Storming the Capitol in Larson-Olson v. U.S.

Jamison KoehlerLegal Concepts/Principles, Opinions/Cases, Other Criminal Offenses

A close relative told me prior to January 6, 2021 that, but for a prior commitment, he would have joined friends in traveling to D.C. to protest the stolen election.

He spoke warmly of the people who would be making the trip.

If the many phone calls I received prior to January 6 are any indication, then I have no doubt that there were in fact many polite people who “toured” the Capitol building that day. 

My webpage on the “possession of a prohibited weapon in D.C.” was number 1 on google at that time.   So I got a lot of calls from people who, planning their trip, needed to know what to pack. 

Could they bring brass knuckles?  No. 

Could they bring a sawed off shotgun?  No. 

Could they bring a switchblade?  No.

And so on. 

I can also say that, without exception, every person who contacted me prior to that day was polite and respectful.  Many people apologized for taking up my time.   Many even tried to pay me for my advice. 

And every one of them, as far as I am concerned, was seriously deluded. 

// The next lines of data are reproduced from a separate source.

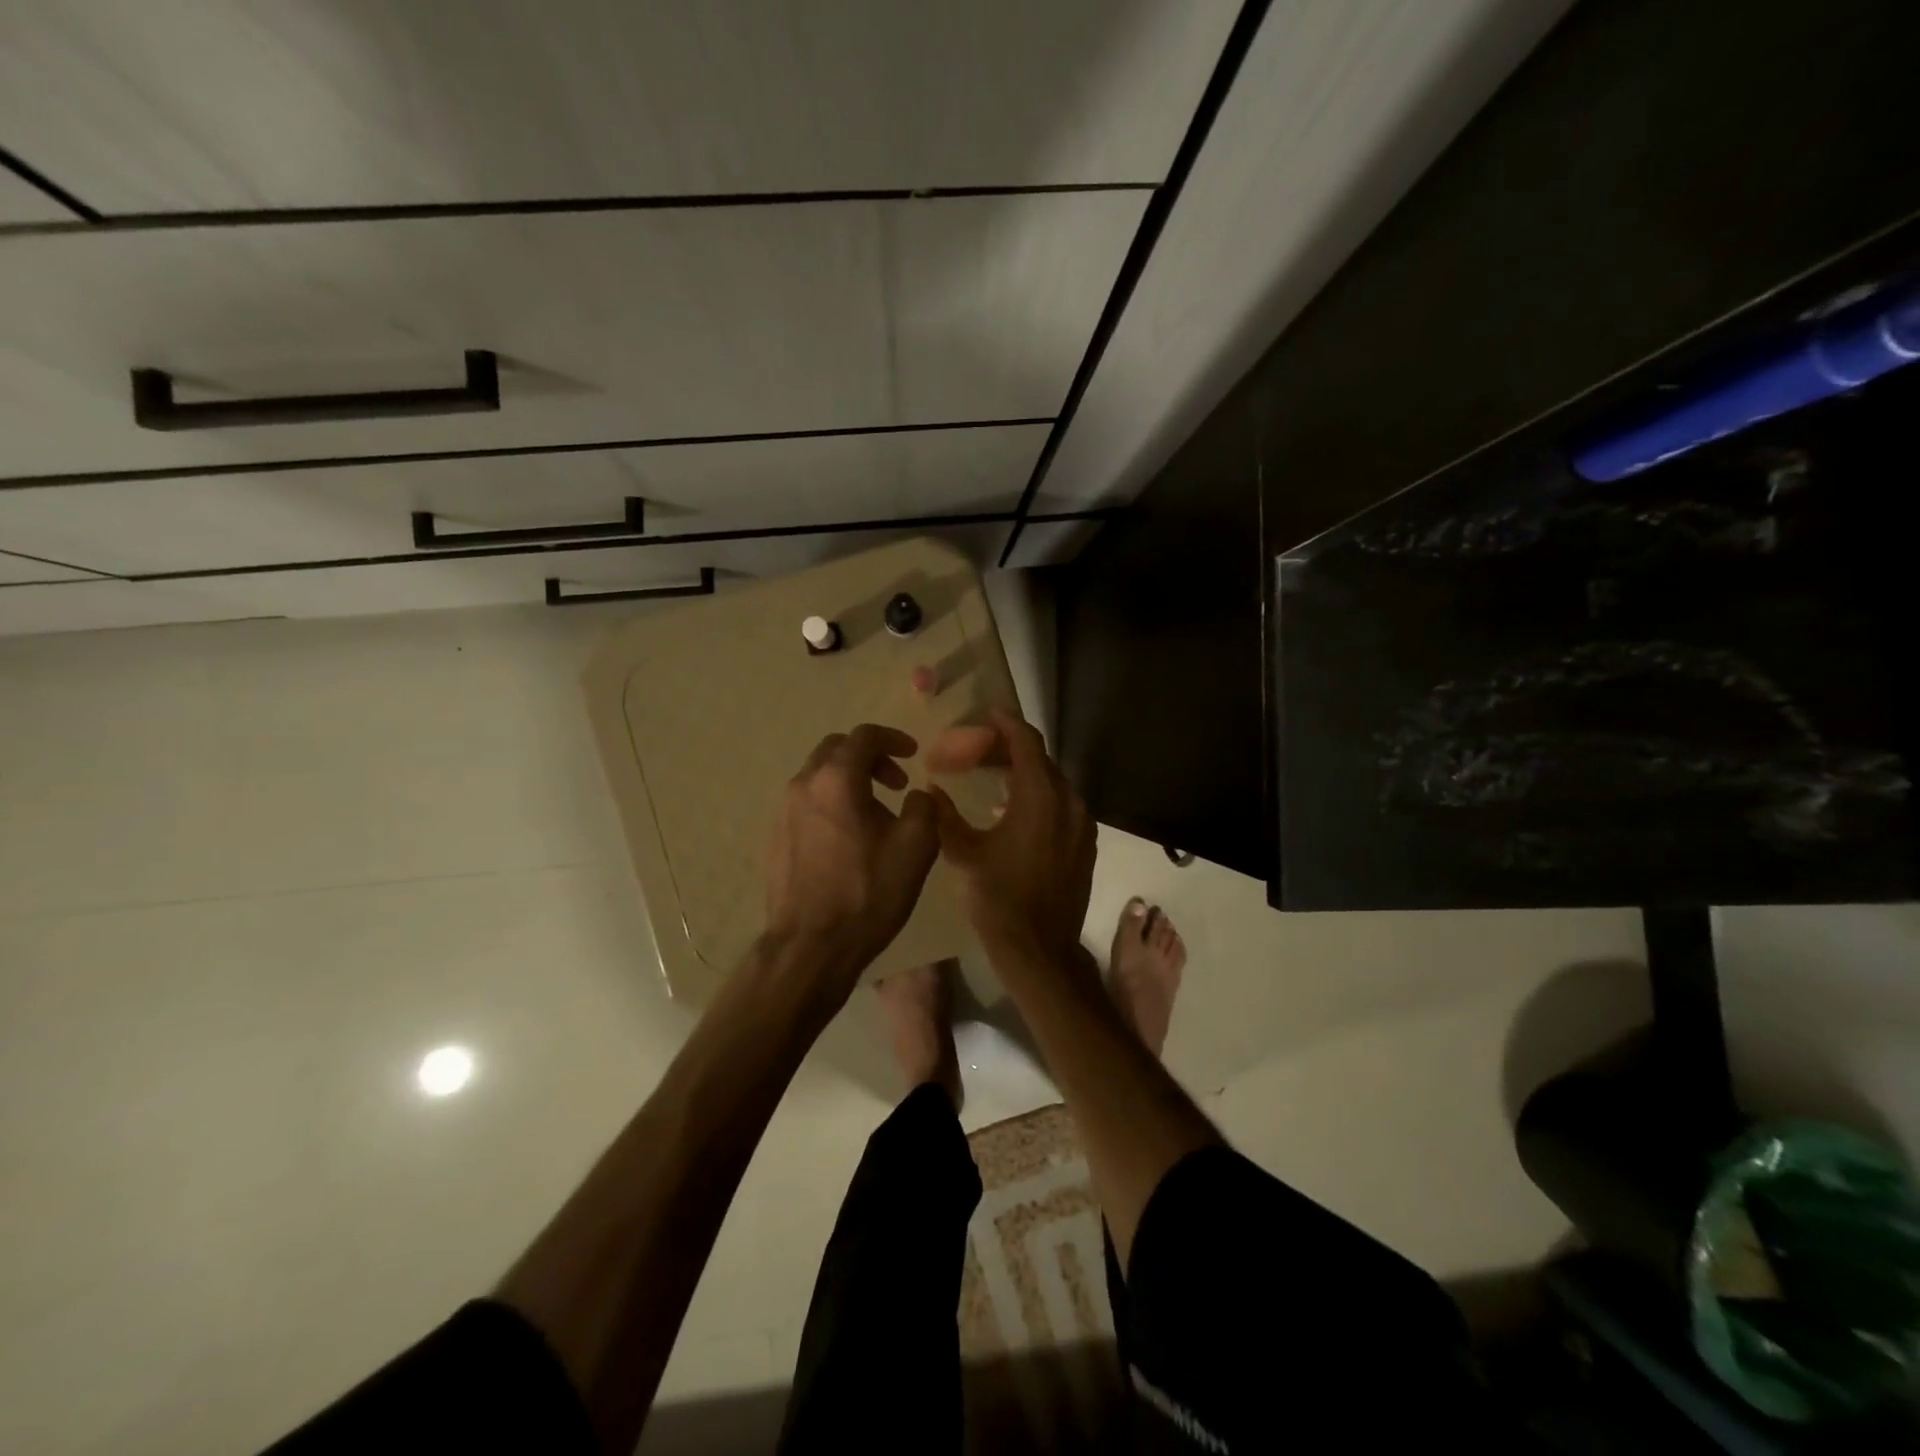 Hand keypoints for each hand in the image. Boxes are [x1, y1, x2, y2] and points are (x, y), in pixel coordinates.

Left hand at [763, 724, 939, 1006]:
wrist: (811, 946)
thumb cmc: (868, 893)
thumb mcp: (916, 847)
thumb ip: (923, 807)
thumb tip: (916, 796)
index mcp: (836, 780)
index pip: (864, 736)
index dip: (893, 739)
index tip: (913, 754)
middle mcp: (803, 785)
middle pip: (836, 749)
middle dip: (869, 757)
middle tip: (895, 782)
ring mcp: (783, 811)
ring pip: (818, 776)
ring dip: (849, 780)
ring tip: (875, 813)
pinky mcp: (775, 836)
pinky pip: (807, 802)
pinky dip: (831, 802)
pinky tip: (849, 836)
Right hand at [926, 709, 1095, 961]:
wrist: (1040, 949)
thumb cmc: (999, 898)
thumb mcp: (965, 854)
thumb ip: (945, 816)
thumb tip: (931, 791)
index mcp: (1041, 797)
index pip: (1027, 742)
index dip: (1007, 723)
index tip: (988, 713)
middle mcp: (1069, 802)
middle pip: (1042, 760)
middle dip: (1012, 749)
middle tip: (980, 748)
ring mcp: (1083, 824)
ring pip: (1054, 783)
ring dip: (1026, 773)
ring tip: (993, 777)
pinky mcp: (1086, 844)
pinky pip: (1062, 805)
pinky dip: (1040, 797)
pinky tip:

Case in point:  Micki Larson-Olson

According to the D.C. Court of Appeals’ recent decision in Larson-Olson v. United States, __ A.3d __ (D.C. 2024), Larson-Olson arrived late to the Capitol grounds.  She testified at trial that, because there were no longer any barriers standing, she did not know that entry onto the scene was prohibited.  After all, notice and criminal intent are both important components of Unlawful Entry.

But entering property against the will of the lawful occupant/owner is only one way to violate the statute.  Remaining on property despite an order to leave is another, and this is where Larson-Olson’s defense fell short. 

According to the opinion, Larson-Olson refused multiple commands by police to leave;  it eventually “took a total of six officers to carry her down three or four flights of stairs as she continued to grab at various handholds to impede their progress.” 

This is where the deluded part comes in. 

Larson-Olson testified at trial that the officers “had no authority” over her because they were agents of an illegitimate government.  Specifically, the officers were employed by “the United States corporation, . . . not the United States for America republic[,] . . . because our nation was hijacked in 1871” and we have “been under admiralty law ever since.” 

So what was she trying to appeal?

The Court quickly rejected her argument that there was insufficient evidence to convict her of Unlawful Entry.  After all, the jury was shown body worn camera footage of her struggle with police as they attempted to eject her, and she herself admitted that, although she “listened” to the officers, she “wasn’t going to comply.”

As for her claim that trial judge Michael O’Keefe was biased against her, it was difficult to disagree with the judge’s assessment that some of her beliefs were “delusional” and “not grounded in any facts.”  And why waste the jury’s time with a trial when she herself admitted the elements of the offense?

Finally, the court did not find that, by imposing the maximum sentence of 180 days of incarceration, the judge was seeking to punish her for exercising her constitutional right to trial:  The flipside of the ability to reward a defendant for acceptance of responsibility is the discretion to “withhold leniency from others who appear less deserving.”  Coles v. United States, 682 A.2d 167, 169 (D.C. 1996). 

Attorney Dan Dorsey represented Larson-Olson at trial.  Anne Keith Walton represented her on appeal.